-- DATASET RECORDS follows --

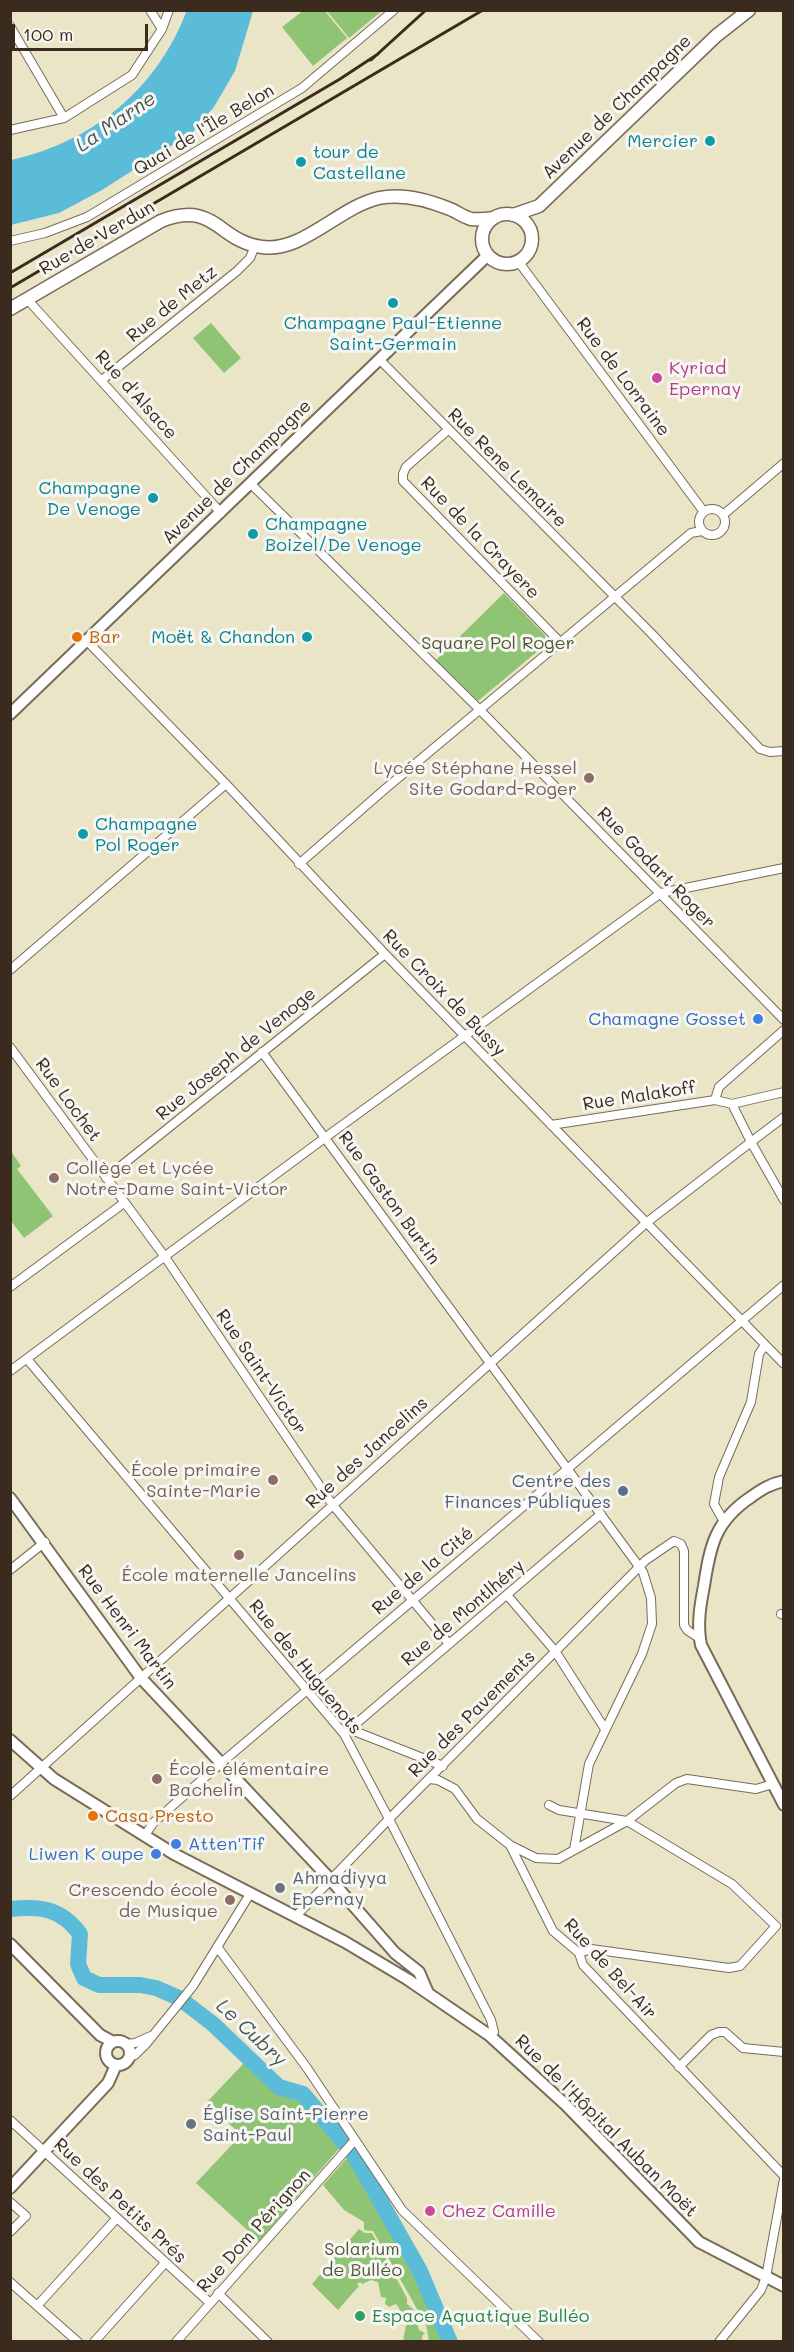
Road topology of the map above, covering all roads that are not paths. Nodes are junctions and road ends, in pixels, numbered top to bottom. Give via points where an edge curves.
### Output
1 (150, 10) edge
2 (169, 10) edge
3 (394, 10) edge
4 (748, 10) edge
5 (10, 26) edge
6 (162, 28) junction
7 (64, 118) junction
8 (10, 130) edge
9 (539, 206) junction
10 (513, 215) junction
11 (470, 218) junction
12 (494, 218) junction
13 (531, 233) junction
14 (483, 238) junction
15 (10, 241) edge
16 (255, 246) junction
17 (488, 255) junction
18 (518, 261) junction
19 (27, 299) junction
20 (10, 309) edge
21 (380, 360) junction
22 (102, 380) junction
23 (448, 430) junction
24 (783, 463) edge
25 (251, 484) junction
26 (704, 512) junction
27 (221, 513) junction
28 (723, 515) junction
29 (702, 531) junction
30 (613, 596) junction
31 (86, 640) junction
32 (560, 641) junction
33 (479, 710) junction
34 (10, 714) edge
35 (783, 751) edge
36 (226, 784) junction
37 (299, 864) junction
38 (783, 868) edge
39 (661, 893) junction
40 (385, 954) junction
41 (10, 970) edge
42 (783, 1020) edge
43 (783, 1030) edge
44 (466, 1037) junction
45 (10, 1047) edge
46 (262, 1052) junction
47 (783, 1092) edge
48 (715, 1100) junction
49 (732, 1104) junction
50 (783, 1117) edge
51 (551, 1125) junction
52 (326, 1137) junction
53 (751, 1142) junction
54 (106, 1178) junction
55 (783, 1200) edge
56 (124, 1203) junction
57 (646, 1223) junction
58 (165, 1257) junction
59 (783, 1285) edge
60 (10, 1287) edge
61 (741, 1321) junction
62 (765, 1345) junction
63 (27, 1359) junction
64 (489, 1363) junction
65 (783, 1364) edge
66 (10, 1371) edge
67 (567, 1468) junction
68 (783, 1481) edge
69 (10, 1498) edge
70 (332, 1504) junction
71 (601, 1514) junction
72 (723, 1520) junction
73 (45, 1542) junction
74 (640, 1567) junction
75 (10, 1570) edge
76 (507, 1595) junction
77 (230, 1597) junction
78 (412, 1600) junction
79 (699, 1638) junction
80 (449, 1644) junction
81 (555, 1651) junction
82 (141, 1678) junction
83 (306, 1690) junction
84 (605, 1729) junction
85 (346, 1731) junction
86 (10, 1740) edge
87 (220, 1764) junction
88 (443, 1766) junction
89 (41, 1768) junction
90 (429, 1779) junction
91 (773, 1785) junction
92 (10, 1796) edge
93 (549, 1805) dead end
94 (783, 1805) edge
95 (580, 1814) junction
96 (389, 1819) junction
97 (627, 1821) junction
98 (145, 1835) junction
99 (510, 1845) junction
100 (574, 1850) junction
101 (330, 1880) junction
102 (250, 1894) junction
103 (297, 1915) junction
104 (10, 1944) edge
105 (218, 1948) junction
106 (579, 1953) junction
107 (428, 1994) junction
108 (152, 2035) junction
109 (489, 2035) junction
110 (113, 2042) junction
111 (126, 2044) junction
112 (783, 2052) edge
113 (130, 2056) junction
114 (116, 2065) junction
115 (680, 2067) junction
116 (11, 2122) edge
117 (353, 2142) junction
118 (44, 2152) junction
119 (783, 2178) edge
120 (10, 2188) edge
121 (10, 2202) edge
122 (116, 2219) junction
123 (10, 2232) edge
124 (165, 2264) junction
125 (766, 2277) junction
126 (10, 2282) edge
127 (783, 2286) edge
128 (219, 2293) junction
129 (210, 2303) junction
130 (37, 2306) junction
131 (78, 2342) edge
132 (94, 2342) edge
133 (176, 2342) edge
134 (268, 2342) edge
135 (539, 2342) edge
136 (719, 2342) edge

1 - 6 street
2 - 6 street
3 - 15 street, Quai de l'Île Belon via 302,88 87,217
4 - 9 main road, Avenue de Champagne
5 - 7 street
6 - 7 street via 132,75
7 - 8 street
9 - 10 main road, Avenue de Champagne
9 - 13 main road, Avenue de Champagne
10 - 12 main road
10 - 13 main road via 525,222
11 - 12 main road, Rue de Verdun
11 - 14 main road
11 - 16 main road, Rue de Verdun via 421,200 381,198 348,210 297,241 272,248
12 - 14 main road
13 - 18 main road via 528,252
14 - 17 main road
16 - 19 main road, Rue de Verdun via 201,215 174,216
16 - 22 street, Rue de Metz via 237,271
17 - 18 main road via 502,263
17 - 21 main road, Avenue de Champagne
18 - 26 street, Rue de Lorraine
19 - 20 main road, Rue de Verdun
19 - 22 street, Rue d'Alsace
21 - 23 street, Rue Rene Lemaire
21 - 25 main road, Avenue de Champagne
22 - 27 street, Rue d'Alsace
23 - 30 street, Rue Rene Lemaire
23 - 32 street, Rue de la Crayere via 406,467 404,481
24 - 28 street
25 - 27 main road, Avenue de Champagne
25 - 33 street, Rue Godart Roger
26 - 28 street via 716,510
26 - 29 street via 699,523
27 - 31 main road, Avenue de Champagne
28 - 29 street via 723,527 718,534
29 - 30 street via 691,533
30 - 32 street
30 - 35 street, Rue Rene Lemaire via 760,749
31 - 34 main road, Avenue de Champagne
31 - 36 street, Rue Croix de Bussy
32 - 33 street
33 - 37 street
33 - 39 street, Rue Godart Roger
36 - 37 street, Rue Croix de Bussy
36 - 41 street
37 - 40 street, Rue Croix de Bussy
38 - 39 street
39 - 42 street, Rue Godart Roger
39 - 44 street
40 - 44 street, Rue Croix de Bussy
40 - 46 street, Rue Joseph de Venoge
43 - 48 street via 719,1087
44 - 51 street, Rue Croix de Bussy
44 - 52 street
45 - 54 street, Rue Lochet
46 - 52 street, Rue Gaston Burtin
46 - 54 street, Rue Joseph de Venoge
47 - 49 street
48 - 49 street, Rue Malakoff
48 - 51 street, Rue Malakoff
49 - 53 street
50 - 53 street, Rue des Jancelins
51 - 57 street, Rue Croix de Bussy
52 - 58 street
52 - 64 street, Rue Gaston Burtin
53 - 55 street
53 - 57 street, Rue des Jancelins
54 - 56 street, Rue Lochet
56 - 58 street, Rue Lochet
56 - 60 street
57 - 61 street, Rue Croix de Bussy
57 - 64 street, Rue des Jancelins
58 - 63 street
58 - 70 street, Rue Saint-Victor
59 - 61 street, Rue de la Cité
61 - 62 street, Rue Croix de Bussy
61 - 67 street, Rue de la Cité
62 - 65 street, Rue Croix de Bussy
62 - 72 street via 759,1354 751,1402 719,1477 714,1504
63 - 66 street
63 - 77 street, Rue des Huguenots
64 - 67 street, Rue Gaston Burtin
64 - 70 street, Rue des Jancelins
67 - 71 street, Rue Gaston Burtin
67 - 78 street, Rue de la Cité
68 - 72 main road via 768,1485
69 - 73 main road, Rue Henri Martin
70 - 77 street, Rue des Jancelins
70 - 78 street, Rue Saint-Victor
71 - 74 street, Rue Gaston Burtin
71 - 76 street, Rue de Montlhéry
72 - 79 main road via 708,1555
73 - 75 street
73 - 82 main road, Rue Henri Martin
74 - 79 street, Rue des Pavements via 674,1541 681,1544 684,1625
74 - 81 street, Rue des Pavements
74 - 84 street, Rue Gaston Burtin via 651,1598 652,1624 642,1654
76 - 80 street, Rue de Montlhéry
76 - 81 street
77 - 82 street, Rue des Jancelins
77 - 83 street, Rue des Huguenots
78 - 80 street, Rue Saint-Victor
78 - 83 street, Rue de la Cité
79 - 91 main road
80 - 85 street, Rue de Montlhéry
81 - 84 street
81 - 88 street, Rue des Pavements
82 - 87 main road, Rue Henri Martin
82 - 89 street, Rue des Jancelins
83 - 85 street, Rue des Huguenots
83 - 87 street, Rue de la Cité
84 - 95 street, Rue Gaston Burtin via 589,1764
85 - 88 street
85 - 96 street, Rue des Huguenots
86 - 89 main road, Rue de l'Hôpital Auban Moët
87 - 98 street, Rue de la Cité via 154,1822
87 - 101 main road, Rue Henri Martin
88 - 90 street, Rue des Pavements
89 - 92 street, Rue des Jancelins
89 - 98 main road, Rue de l'Hôpital Auban Moët
90 - 96 street, Rue des Pavements
90 - 99 street, Rue de Bel-Air via 455,1789 477,1819
91 - 94 main road
91 - 97 street via 756,1789 687,1779 676,1783
93 - 95 street
95 - 97 street
95 - 100 street, Rue Gaston Burtin
96 - 101 street, Rue des Pavements
96 - 109 street, Rue des Huguenots via 491,2020 494,2032
97 - 100 street
97 - 106 street via 732,1884 776,1926 740,1966 729,1968 591,1949
98 - 102 main road, Rue de l'Hôpital Auban Moët
99 - 100 street via 546,1860 558,1859
99 - 106 street, Rue de Bel-Air via 554,1931
101 - 103 street, Rue des Pavements
101 - 107 main road, Rue Henri Martin via 394,1953 419,1972
102 - 103 main road, Rue de l'Hôpital Auban Moët
102 - 105 street
103 - 107 main road, Rue de l'Hôpital Auban Moët
104 - 110 main road via 100,2035
105 - 108 street via 186,1996
105 - 117 street via 307,2068
106 - 115 street, Rue de Bel-Air via 583,1965
107 - 109 main road, Rue de l'Hôpital Auban Moët
108 - 111 street
108 - 113 street
109 - 125 main road, Rue de l'Hôpital Auban Moët via 564,2104 699,2242
110 - 111 main road
110 - 114 main road via 106,2056
111 - 113 main road
112 - 115 street via 743,2048 725,2032 719,2032 711,2035
113 - 114 main road
114 - 118 main road via 108,2083
115 - 119 street, Rue de Bel-Air
116 - 118 street, Rue des Petits Prés
117 - 128 street, Rue Dom Pérignon
117 - 135 street via 402,2210
118 - 120 main road
118 - 122 street, Rue des Petits Prés
119 - 125 street
121 - 123 street via 26,2216
122 - 124 street, Rue des Petits Prés
122 - 130 street
124 - 129 street, Rue des Petits Prés
124 - 132 street
125 - 127 main road, Rue de l'Hôpital Auban Moët
125 - 136 street via 761,2290
126 - 130 street
128 - 129 street, Rue Dom Pérignon
128 - 134 street
129 - 133 street, Rue Dom Pérignon
130 - 131 street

-- DATASET RECORDS concluded --

• TASK TO CARRY OUT:
Nothing but a number is expected here: how many lines above include the string "Cité".

• ANSWER SPACE:
6